Analysis of Epigenetic Modification in Leber's Hereditary Optic Neuropathy (LHON) Cells

• Published in: International journal of human genetics Vol. 23; no. 2/3; p. 184
• Main Authors: Nair, Aswathy P, Subramaniam, Mohana Devi
• Format: Journal Article
• Language: English
• Published: Delhi Kamla-Raj Enterprises 01.06.2023
• Subjects: Antibodies; Cell lines; Chromatin; Electron transport; Epigenetics; Histones; Immunoprecipitation; Leber's optic atrophy; Medical research; Mitochondria; Mutants; NDUFS4 gene; Optic neuropathy; Peripheral blood mononuclear cells
• ISSN: 0972-3757
• DOI: 10.31901/24566322.2023/23.2-3.867

Leber's Hereditary Optic Neuropathy (LHON) is a mitochondrially inherited vision loss disease due to pathogenic mitochondrial mutations in complex 1 encoding genes which are incurable to date. Mitochondrial respiratory chain complex 1 consists of 45 subunits and NDUFS4 is a nuclear-encoded accessory submit which has a significant role in mitochondrial complex 1 assembly. This preliminary study focuses on the histone modification changes in the NDUFS4 gene. For this study chromatin immunoprecipitation (ChIP) assay was performed using LHON ND4 mutant cell lines and PBMC from a healthy control. Five histone modification antibodies such as H3 K18Ac, H3 K27Ac, H3 K9 Me2 , H3 K4 Me3 , and H3 K27Me3 were used for the experiment. ChIP-qPCR was performed to determine the histone enrichment in the NDUFS4 promoter region. ChIP-qPCR data showed that H3K18Ac histone enrichment has variation in LHON ND4 mutant cells compared to PBMCs.
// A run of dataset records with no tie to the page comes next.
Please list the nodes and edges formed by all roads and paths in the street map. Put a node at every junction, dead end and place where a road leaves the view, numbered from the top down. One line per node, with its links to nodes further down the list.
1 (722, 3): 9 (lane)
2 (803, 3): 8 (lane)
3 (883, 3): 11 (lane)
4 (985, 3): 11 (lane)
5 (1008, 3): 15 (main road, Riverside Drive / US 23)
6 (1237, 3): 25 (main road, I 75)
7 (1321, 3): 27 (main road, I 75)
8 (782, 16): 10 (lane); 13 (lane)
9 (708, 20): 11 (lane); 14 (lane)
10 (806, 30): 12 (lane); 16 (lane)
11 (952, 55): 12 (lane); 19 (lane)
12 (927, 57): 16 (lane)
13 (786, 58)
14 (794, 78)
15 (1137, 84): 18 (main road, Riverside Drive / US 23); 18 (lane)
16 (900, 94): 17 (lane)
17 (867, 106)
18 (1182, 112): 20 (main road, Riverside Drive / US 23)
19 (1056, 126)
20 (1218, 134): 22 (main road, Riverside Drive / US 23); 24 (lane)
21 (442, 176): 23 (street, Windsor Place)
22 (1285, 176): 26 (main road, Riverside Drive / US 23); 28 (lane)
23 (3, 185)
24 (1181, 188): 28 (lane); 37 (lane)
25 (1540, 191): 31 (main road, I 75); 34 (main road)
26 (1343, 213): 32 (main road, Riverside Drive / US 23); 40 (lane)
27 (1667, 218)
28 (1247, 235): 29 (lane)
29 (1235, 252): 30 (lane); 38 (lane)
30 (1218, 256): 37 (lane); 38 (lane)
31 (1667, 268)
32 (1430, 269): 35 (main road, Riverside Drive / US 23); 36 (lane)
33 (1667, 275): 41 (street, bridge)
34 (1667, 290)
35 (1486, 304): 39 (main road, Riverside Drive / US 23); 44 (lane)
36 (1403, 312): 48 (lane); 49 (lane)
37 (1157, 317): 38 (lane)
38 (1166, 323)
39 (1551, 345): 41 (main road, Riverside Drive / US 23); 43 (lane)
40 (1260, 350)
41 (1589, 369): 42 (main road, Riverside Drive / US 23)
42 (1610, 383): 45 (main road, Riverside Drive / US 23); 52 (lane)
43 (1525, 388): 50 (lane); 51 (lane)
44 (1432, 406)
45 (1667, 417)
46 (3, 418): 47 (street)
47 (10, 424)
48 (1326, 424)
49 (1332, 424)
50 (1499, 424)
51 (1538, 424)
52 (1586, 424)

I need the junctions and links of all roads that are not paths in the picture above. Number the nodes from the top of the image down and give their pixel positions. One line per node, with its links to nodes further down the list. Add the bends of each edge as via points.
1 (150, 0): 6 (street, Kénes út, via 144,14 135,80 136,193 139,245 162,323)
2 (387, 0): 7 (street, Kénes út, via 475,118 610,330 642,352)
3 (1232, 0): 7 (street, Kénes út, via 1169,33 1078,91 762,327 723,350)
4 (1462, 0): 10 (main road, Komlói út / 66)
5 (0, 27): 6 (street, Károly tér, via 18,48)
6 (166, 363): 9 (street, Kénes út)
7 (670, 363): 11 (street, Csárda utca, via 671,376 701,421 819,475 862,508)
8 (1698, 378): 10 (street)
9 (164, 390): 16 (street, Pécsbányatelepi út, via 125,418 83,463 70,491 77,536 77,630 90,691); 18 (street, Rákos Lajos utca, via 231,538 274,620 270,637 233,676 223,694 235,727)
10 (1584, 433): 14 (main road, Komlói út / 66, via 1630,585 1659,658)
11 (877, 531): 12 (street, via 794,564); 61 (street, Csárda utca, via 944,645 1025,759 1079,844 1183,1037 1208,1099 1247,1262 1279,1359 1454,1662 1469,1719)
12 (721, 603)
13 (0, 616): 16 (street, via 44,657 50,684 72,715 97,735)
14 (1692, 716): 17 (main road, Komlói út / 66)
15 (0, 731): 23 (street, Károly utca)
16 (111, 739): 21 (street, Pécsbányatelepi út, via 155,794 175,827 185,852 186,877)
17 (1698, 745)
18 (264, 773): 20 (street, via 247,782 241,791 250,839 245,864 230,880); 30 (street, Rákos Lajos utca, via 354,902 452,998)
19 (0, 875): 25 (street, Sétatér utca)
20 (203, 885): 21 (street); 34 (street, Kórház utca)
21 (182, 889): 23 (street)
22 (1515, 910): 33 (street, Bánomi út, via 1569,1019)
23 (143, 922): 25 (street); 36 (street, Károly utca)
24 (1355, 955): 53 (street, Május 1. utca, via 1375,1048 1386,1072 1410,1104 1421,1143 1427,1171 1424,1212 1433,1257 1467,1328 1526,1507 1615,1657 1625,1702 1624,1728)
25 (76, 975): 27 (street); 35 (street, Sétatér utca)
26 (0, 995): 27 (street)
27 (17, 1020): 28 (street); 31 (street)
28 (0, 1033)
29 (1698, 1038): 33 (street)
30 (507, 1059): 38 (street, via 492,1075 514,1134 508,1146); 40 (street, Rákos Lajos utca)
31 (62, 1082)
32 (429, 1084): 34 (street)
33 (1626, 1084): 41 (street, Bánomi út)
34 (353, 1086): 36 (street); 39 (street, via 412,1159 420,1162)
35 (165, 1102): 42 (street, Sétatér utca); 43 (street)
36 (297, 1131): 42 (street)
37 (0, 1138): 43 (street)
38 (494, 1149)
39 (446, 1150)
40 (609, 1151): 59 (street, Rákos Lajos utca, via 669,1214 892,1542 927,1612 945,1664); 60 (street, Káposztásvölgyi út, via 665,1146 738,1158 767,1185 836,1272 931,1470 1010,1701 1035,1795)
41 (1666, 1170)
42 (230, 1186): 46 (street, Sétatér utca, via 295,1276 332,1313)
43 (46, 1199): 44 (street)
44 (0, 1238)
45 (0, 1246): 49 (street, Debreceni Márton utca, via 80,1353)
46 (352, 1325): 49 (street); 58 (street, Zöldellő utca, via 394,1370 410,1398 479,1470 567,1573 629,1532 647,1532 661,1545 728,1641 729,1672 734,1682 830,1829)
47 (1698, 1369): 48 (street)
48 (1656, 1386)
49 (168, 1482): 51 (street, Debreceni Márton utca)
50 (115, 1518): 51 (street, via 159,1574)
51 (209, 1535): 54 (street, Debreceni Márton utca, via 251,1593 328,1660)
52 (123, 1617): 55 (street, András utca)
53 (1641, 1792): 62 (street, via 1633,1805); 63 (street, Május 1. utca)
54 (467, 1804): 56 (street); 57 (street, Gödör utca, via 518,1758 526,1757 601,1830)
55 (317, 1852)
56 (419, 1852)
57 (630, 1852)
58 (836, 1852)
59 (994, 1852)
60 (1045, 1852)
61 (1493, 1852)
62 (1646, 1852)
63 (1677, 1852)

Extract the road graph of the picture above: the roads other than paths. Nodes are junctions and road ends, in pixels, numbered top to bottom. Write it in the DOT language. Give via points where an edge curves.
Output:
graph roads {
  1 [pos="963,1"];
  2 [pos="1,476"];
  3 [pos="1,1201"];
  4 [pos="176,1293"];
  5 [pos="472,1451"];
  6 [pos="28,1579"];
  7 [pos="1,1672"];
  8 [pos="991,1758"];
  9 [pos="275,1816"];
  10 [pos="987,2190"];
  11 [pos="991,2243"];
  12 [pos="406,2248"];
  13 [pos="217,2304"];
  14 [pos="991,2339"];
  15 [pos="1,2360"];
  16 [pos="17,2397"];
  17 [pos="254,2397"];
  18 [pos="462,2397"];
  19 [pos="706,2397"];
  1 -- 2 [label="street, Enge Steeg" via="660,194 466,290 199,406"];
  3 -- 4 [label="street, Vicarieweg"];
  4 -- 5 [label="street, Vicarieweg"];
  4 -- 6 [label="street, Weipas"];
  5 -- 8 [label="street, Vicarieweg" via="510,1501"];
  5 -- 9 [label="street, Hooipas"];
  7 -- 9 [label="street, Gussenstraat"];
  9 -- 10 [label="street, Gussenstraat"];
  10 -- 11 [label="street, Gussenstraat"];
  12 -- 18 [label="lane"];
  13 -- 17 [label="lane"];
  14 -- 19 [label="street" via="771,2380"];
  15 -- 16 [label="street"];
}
As a primary step, this study has tried to figure out the histone modification changes in the NDUFS4 gene in the LHON cells derived from ND4 mutant patients and control PBMCs. Epigenetic studies in nuclear-encoded mitochondrial proteins in LHON may help researchers for a better understanding of disease pathology.